Report every line of the data where the string "markers" appears.
Segment Start: Exercise input
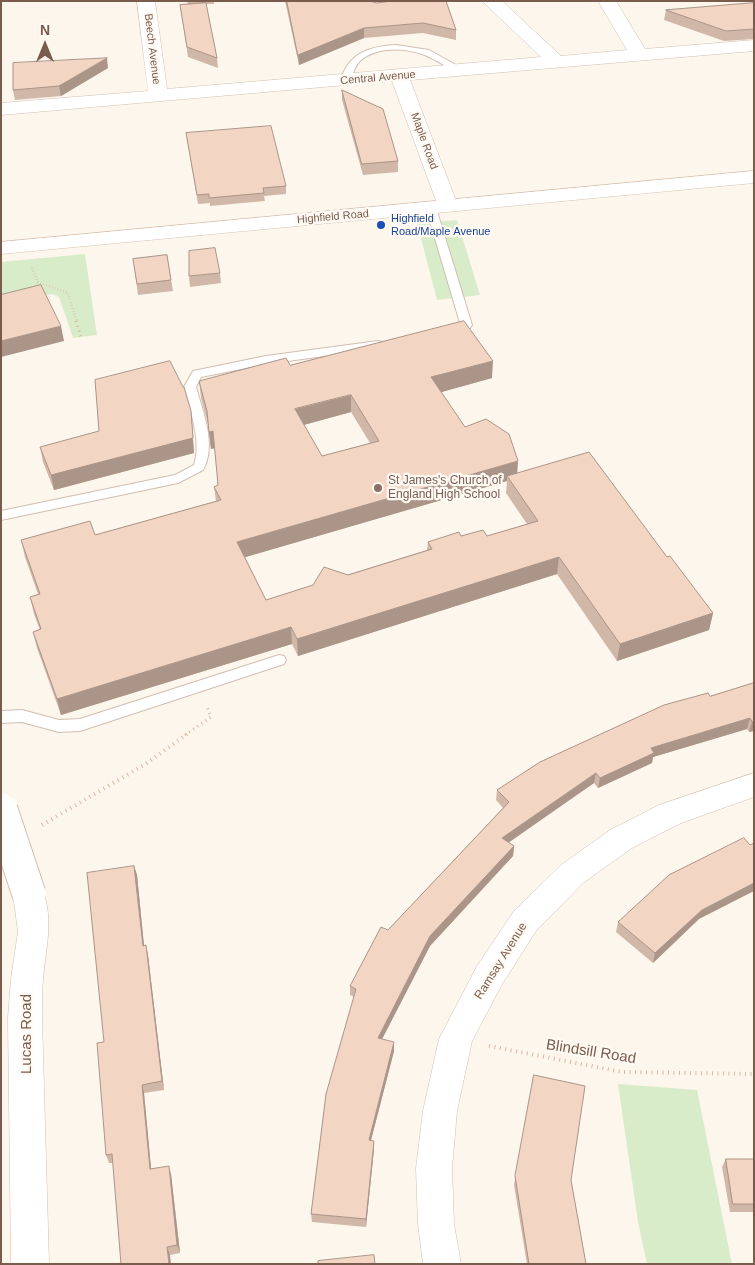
<!DOCTYPE html>
<html>
<head>
<meta charset="utf-8">
<style>
	body { margin:0 }
	#map { position:relative; width:755px; height:1265px; overflow:hidden; background:#fdf6ec; font-family:Arial,sans-serif }
	canvas { display:block }
	.frame { position:absolute; inset:0; border:2px solid #7a5c4d; pointer-events:none }
	.north { position:absolute; left:20px; top:20px; width:50px; height:50px; -webkit-text-stroke:4px #fffaf3; paint-order:stroke; rotate:0deg; font-size:14px; font-weight:700; line-height:20px; text-align:center; color:#7a5c4d }
	.north::after { content:''; display:block; margin:auto; width:18px; height:22px; background:#7a5c4d; clip-path:polygon(50% 0,100% 100%,50% 72%,0 100%) }
</style>
</head>
<body>
<div id="map">
<canvas width="755" height="1265"></canvas>
<div class="frame"></div>
<div class="north">N</div>
</div>
<script>
const c = document.querySelector('canvas').getContext('2d');
c.lineJoin = 'round';
function fill(path, color) {
  c.fillStyle = color;
  c.fill(path, 'evenodd');
}
function strokePath(path, color, width, dash) {
  c.strokeStyle = color;
  c.lineWidth = width;
  c.lineCap = dash ? 'butt' : 'round';
  c.setLineDash(dash || []);
  c.stroke(path);
}
function write(font, color, halo, rows, align = 'center') {
  c.font = font + ' Arial,sans-serif';
  c.lineWidth = 4.5;
  c.setLineDash([]);
  c.textBaseline = 'middle';
  c.strokeStyle = halo;
  c.fillStyle = color;
  for (const [text, x, y, turn = 0] of rows) {
    c.save();
    c.translate(x, y);
    c.rotate((+turn || 0) * Math.PI / 180);
    c.textAlign = isNaN(turn) ? turn : align;
    if (halo) c.strokeText(text, 0, 0);
    c.fillText(text, 0, 0);
    c.restore();
  }
}
const green = new Path2D(`
	M457,220L480,295L437,300L417,223Z
	M85,254L97,335L73,338L59,297L52,294L1,306V262Z
	M618,1084L697,1090L732,1264H647L638,1222Z`);
const pathFar2 = new Path2D(`
	M32,268L38,282L68,293L77,322`);
const pathFar1 = new Path2D(`
	M76,321L81,337
	M185,735L211,717L207,707`);
const path = new Path2D(`
	M42,825L147,763L187,734
	M489,1046L622,1072L754,1074`);
const lane = new Path2D(`
	M396,45L429,50L465,70L463,72C454,74 444,64 435,60C414,48 379,44 360,61C354,67 353,75 349,82L346,83L341,80C348,53 371,46 396,45Z
	M431,205L436,208L472,325L470,328L451,334L445,330L447,327L460,323L426,208Z
	M378,341L382,342L384,345L382,348L266,364L201,377L196,387C203,412 217,446 203,470L178,483L1,520V511L175,475L194,465C202,440 190,411 184,387L193,371L266,356Z
	M279,655L284,656L286,660L284,664L80,731L59,732L22,722L1,723V711L22,710L59,720L80,719Z`);
const street = new Path2D(`
	M137,1H155L167,89L541,57L482,1H502L561,56L627,50L598,1H616L645,49L754,40V51L410,80L458,206L455,210L448,212L441,210L438,206L392,81L1,115V103L148,91Z
	M754,773V797L681,823L632,848L583,883L536,931L501,986L472,1041L457,1111L452,1168L454,1224L461,1264H423L418,1224L416,1168L423,1111L439,1039L477,966L514,911L561,865L610,830L659,805Z
	M29,880L40,884C55,916 46,946 43,979C42,992 42,1005 42,1018L49,1264H11L8,1018L11,979L18,932L13,894L18,884Z`);
const secondary = new Path2D(`
	M754,171V183L1,254V242Z`);
const streetBridge = new Path2D(`
	M1,810L29,894`);
const wall = new Path2D(`
	M187,1H214V4H206L217,58L218,68L188,57L180,5L188,4Z
	M285,1H369L456,30V40L423,33L364,38L299,65Z
	M754,3V39L724,41L664,20L666,10Z
	M108,68L61,96L15,100L13,90Z
	M342,90L398,161V172L363,175L342,100Z
	M186,133L286,186V194L264,196L265,201L210,206V203L198,204Z
	M167,255L173,291L138,295L133,259Z
	M220,273L221,283L190,287L189,276Z
	M290,365L492,378L441,392L465,427L517,473L667,557L713,613L709,630L617,661L557,574L298,656L292,644L61,715L37,648L33,632L40,630L34,614L30,597L38,594L25,557L21,540L95,535L216,501L214,487L218,485L215,448L211,449L208,425L201,398L199,381ZM351,412L370,443L322,456L304,425ZM507,481L506,493L527,524L487,536H461L428,542L427,550L266,600L245,557Z
	M191,411L194,453L54,490L43,462L40,447Z
	M754,683V731L749,732L747,729L653,757L652,763L598,788L594,783L508,842L514,846L513,856L430,946L382,1039L394,1051L371,1140L374,1149L366,1227L312,1222L311,1214L354,997L350,995V986L388,930L503,808L496,800L497,790L710,696Z
	M750,845L699,919L653,963L616,932L618,922Z
	M134,866L137,875L144,946L148,955L164,1090L144,1093L151,1169L171,1174L180,1253L170,1255L113,1163H109L106,1155L104,1042Z
	M534,1075L571,1180L586,1264H527L514,1185Z
	M726,1159H754V1212H730L722,1167Z`);
const shadedWall = new Path2D(`
	M364,28V38L299,65L298,55Z
	M107,58L108,68L61,96L59,86Z
	M61,326L64,341L1,357V341Z
	M493,361L492,378L431,395V377Z
	M351,395V412L296,427L295,409Z
	M191,411L194,453L54,490L51,475Z
	M213,431L215,448L211,449L209,432Z
	M518,461L517,478L507,476V481L239,559L237,542Z
	M559,557L557,574L298,656L297,639Z
	M713,613L709,630L617,661L620,644Z
	M291,627L292,644L61,715L57,699Z
	M750,718L747,729L653,757L652,763L598,788L600,778L651,748Z
	M754,721V731L749,732L752,722Z
	M596,773L594,783L501,848L502,838Z
	M514,846L513,856L430,946L378,1047V1038L430,936Z
	M134,866L137,875L145,955L143,946Z
	M754,883V891L699,919L653,963L655,953L702,910Z
	M146,945L148,955L164,1090L162,1081Z
	M394,1042V1051L369,1148V1140Z
	M142,1085L144,1093L152,1178L150,1169Z
	M374,1141V1149L366,1227V1219Z
	M169,1166L171,1174L180,1253L177,1245Z
	M167,1247L170,1255L171,1264H169Z`);
const building = new Path2D(`
	M287,1H369L377,3L392,1H446L456,30L423,23L364,28L298,55Z
	M206,3L217,58L187,47L180,5Z
	M754,3V29L726,31L666,10Z
	M107,58L59,86L13,90V63Z
	M342,90L383,109L398,161L362,164Z
	M271,126L286,186L263,188L264,193L209,198V194L197,195L186,133Z
	M215,248L220,273L189,276V251Z
	M167,255L171,280L137,284L133,259Z
	M41,285L61,326L1,341V295Z
	M464,321L493,361L431,377L465,427L486,419L509,434L518,461L237,542L266,600L313,585L324,567L348,575L432,549L428,542L459,532L461,536L483,530L487,536L538,521L507,476L589,452L667,557L670,556L713,613L620,644L559,557L297,639L291,627L57,699L33,632L41,629L30,597L40,594L21,540L90,521L95,535L221,500L214,487L218,485L213,431L209,432L207,411L199,381L286,358L290,365ZM351,395L379,441L322,456L295,409Z
	M170,361L183,387H184L191,411L193,438L51,475L40,447L99,431L95,380Z
	M754,683V721L752,722L750,718L651,748L654,753L600,778L596,773L502,838L514,846L430,936L378,1038L394,1042L369,1140L374,1141L366,1219L311,1214L326,1094L356,989L350,986L381,927L388,930L509,802L497,790L540,762L664,705L708,693L710,696Z
	M744,838L750,845L754,843V883L702,910L655,953L618,922L669,875Z
	M134,866L143,946L146,945L162,1081L142,1085L150,1169L169,1166L177,1245L167,1247L169,1264H121L112,1154L106,1155L97,1043L104,1042L87,873Z
	M534,1075L585,1086L571,1180L586,1264H529L515,1176Z
	M726,1159H754V1204H733Z
	M374,1255L375,1264H318V1261Z`);
const markers = [
	[381,225,5,"#1a4fb4"],
	[378,488,5,"#8d6e63"]
];
const farStreetnames = [
	["Beech Avenue",152,49,83],
	["Central Avenue",378,78,-5],
	["Maple Road",424,141,70],
	["Highfield Road",333,217,-5]
];
const farTransitnames = [
	["Highfield",391,219],
	["Road/Maple Avenue",391,232]
];
const educationNames = [
	["St James's Church of",388,481],
	["England High School",388,495]
];
const streetNames = [
	["Ramsay Avenue",501,961,-58]
];
const nearStreetnames = [
	["Lucas Road",27,1034,-90],
	["Blindsill Road",591,1052,9]
];
fill(green, '#d8ecc9');
strokePath(lane, '#d1beb0', 2);
strokePath(street, '#d1beb0', 1);
strokePath(secondary, '#d6c0b0', 1);
strokePath(pathFar2, '#d9b8a5', 2.5, [0.5, 2.5]);
strokePath(pathFar1, '#d9b8a5', 3, [1, 4]);
strokePath(path, '#d9b8a5', 4, [1, 4.5]);
fill(lane, '#fff');
fill(street, '#fff');
fill(secondary, '#fff');
strokePath(streetBridge, '#d1beb0', 35, []);
strokePath(streetBridge, '#fff', 33);
fill(wall, '#d1b7a8');
fill(shadedWall, '#aa9588');
fill(building, '#f3d5c3');
strokePath(building, '#aa9588', 1);
for (const [x, y, r, color] of markers) {
  const dot = new Path2D();
  dot.arc(x, y, r, 0, 2 * Math.PI);
  c.fillStyle = color;
  c.fill(dot);
  strokePath(dot, '#fffaf3', 2);
}
write('11px', '#7a5c4d', '#fffaf3', farStreetnames);
write('11px', '#164399', '#fffaf3', farTransitnames, 'left');
write('12px', '#785e54', '#fffaf3', educationNames, 'left');
write('12px', '#7a5c4d', '#fffaf3', streetNames);
write('15px', '#7a5c4d', '#fffaf3', nearStreetnames);
</script>
</body>
</html>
Segment End: Exercise input
### [Written solution]
const markers = [
for (const [x, y, r, color] of markers) {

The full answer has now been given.